Decades ago, Beaver Creek was a trout stream. Nowadays it’s not. Its waters, contaminated by coal-mine drainage, are too acidic to support all but the hardiest forms of aquatic life.

That’s about to change.

Construction is well under way on the highway’s next segment, a 16-mi. (25.7 km) stretch between Davis and Scherr. The four-lane road, which will replace the existing W.Va. 93, parallels Beaver Creek for more than 8 mi. (12.8 km).

To help mitigate the effects of the road’s construction, Division of Highways officials purchased all the land between the road and the creek, plus the land that holds the creek itself, for the express purpose of restoring the creek’s water quality and re-establishing a trout population.

"Our plan is to build four access sites where the creek could be treated with limestone sand," said Carl Nucilli, the project’s environmental monitor.

Similar treatments have restored acid-damaged streams in Upshur, Pocahontas, Randolph and Nicholas counties. The DNR’s Brown believes they will work in Beaver Creek, too.

"The expectation within our agency is to get [the water quality restored] and to manage Beaver Creek as a seasonally stocked trout stream," he said.

Brown, who lived in the Davis area in the 1970s when the Beaver Creek watershed was still being heavily mined, said he would never have believed the stream could be restored.

"I would have said, "No way.’ At that time, it was an orange-bottomed slough, incapable of harboring any kind of life."

The DNR’s success with other streams eventually led Brown to suspect that Beaver Creek might respond to limestone-sand treatment. When highway officials decided to route Corridor H through the watershed, Brown suggested a cooperative effort to bring the creek back to life.

"They thought it was a good idea," Brown said.
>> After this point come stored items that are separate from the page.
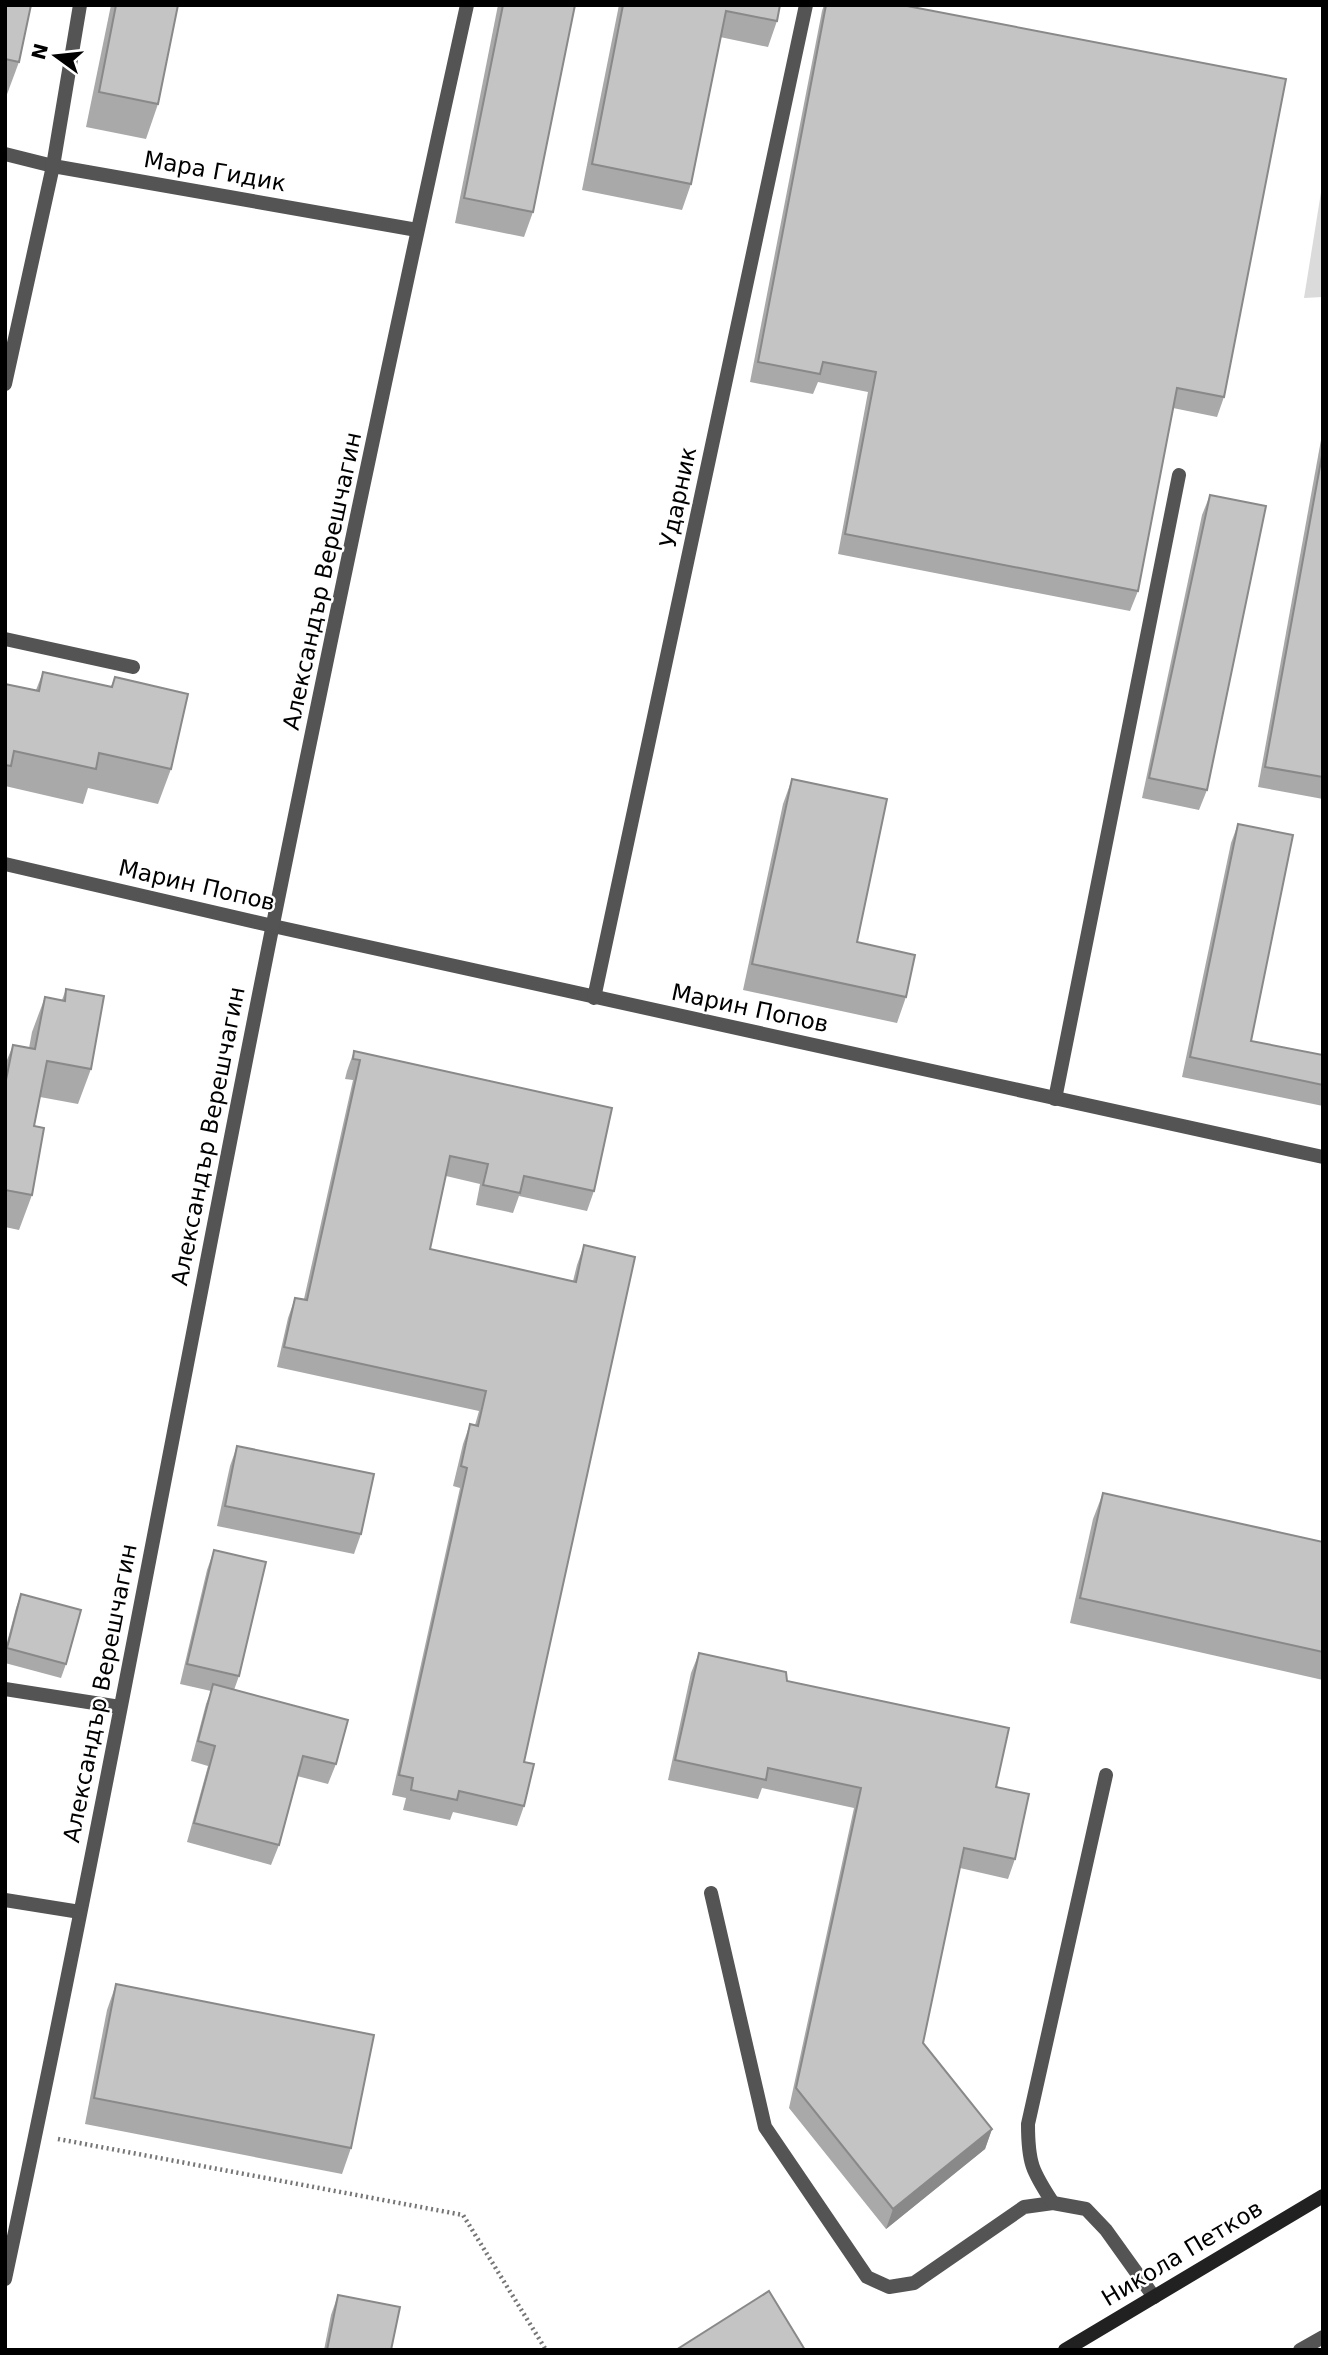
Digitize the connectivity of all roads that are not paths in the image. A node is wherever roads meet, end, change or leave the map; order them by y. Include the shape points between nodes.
1 (80, 5) edge
2 (467, 5) edge
3 (806, 5) edge
4 (5, 154) edge
5 (52, 166) junction
6 (417, 230) junction
7 (5, 384) edge
8 (1179, 475) dead end
9 (5, 639) edge
10 (133, 667) dead end
11 (5, 864) edge
12 (273, 926) junction
13 (594, 998) junction
14 (1055, 1099) junction
15 (1323, 1157) edge
16 (5, 1689) edge
17 (120, 1707) junction
18 (1106, 1775) dead end
19 (710, 1893) dead end
20 (5, 1900) edge
21 (80, 1912) junction
22 (1323, 2196) edge
23 (1053, 2203) junction
24 (11, 2227) edge
25 (5, 2278) edge
26 (1154, 2297) junction
27 (1323, 2337) edge
28 (1065, 2350) edge
29 (1300, 2350) edge

1 - 5 street
2 - 6 street, Александър Верешчагин
3 - 13 street, Ударник
4 - 5 street, Мара Гидик
5 - 6 street, Мара Гидик
5 - 7 street
6 - 12 street, Александър Верешчагин
8 - 14 street
9 - 10 street
11 - 12 street, Марин Попов
12 - 13 street, Марин Попов
12 - 17 street, Александър Верешчагин
13 - 14 street, Марин Попов
14 - 15 street, Марин Попов
16 - 17 street
17 - 21 street, Александър Верешчагин
18 - 23 street via 1028,2124 1033,2173
19 - 23 street via 765,2127 867,2277 889,2287 914,2283 1024,2207
20 - 21 street
21 - 24 street, Александър Верешчагин via 35,2135
22 - 26 main road, Никола Петков
23 - 26 street via 1086,2209
24 - 25 street, Александър Верешчагин
26 - 28 main road, Никола Петков
27 - 29 street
According to project manager Brandon Kline, construction on the Davis-to-Scherr segment should wrap up in June 2015. Brown said there’s a good chance the DNR would begin treating the stream well before then.

"We have to get the water quality good and stable before we can even think about putting trout in there," he said. “We can’t afford big fluctuations in the amount of acidity. If the pH drops much below 5.0, trout go belly-up."

As part of the environmental mitigation for the entire Corridor H project, highway officials contributed $1 million to a DNR endowment fund that pays for acid-treatment projects. Brown said interest from the fund’s principal would pay for Beaver Creek’s treatments for as long as they are needed.

Restoring stream quality is only one part of the Division of Highways’ multi-layered approach toward environmental enhancement in the watershed. Other plans include a recreational trail to be constructed on an old railroad bed that parallels the highway and a rock-climbing park slated for a construction-fill area near Davis.

Charlie Riling, special projects manager of the Division of Highways, said the rail-trail has long been part of the Corridor H plan, but won’t be completed until Congress approves its funding.

"It’s on the back burner right now," Riling added. "Getting the funding might take a few years, but the trail will eventually get done."

The DNR’s Brown said the trail, when built, would give elderly anglers easy access to Beaver Creek, which, because of its gentle gradient, would be relatively easy to walk or wade.

"We also plan to use logs and root balls — taken out and stored when the highway’s right-of-way was cleared — to build trout habitat in parts of the stream where habitat is poor," he said.

Since crews began construction on Corridor H in the 1970s, environmentalists have criticized highway officials for routing the road through some of the state’s most scenic and environmentally sensitive areas. Brown said the work along Beaver Creek shows a different side of the project.

"This is a case of recreational development made possible by the construction of a four-lane highway. People need to know the story of how this happened."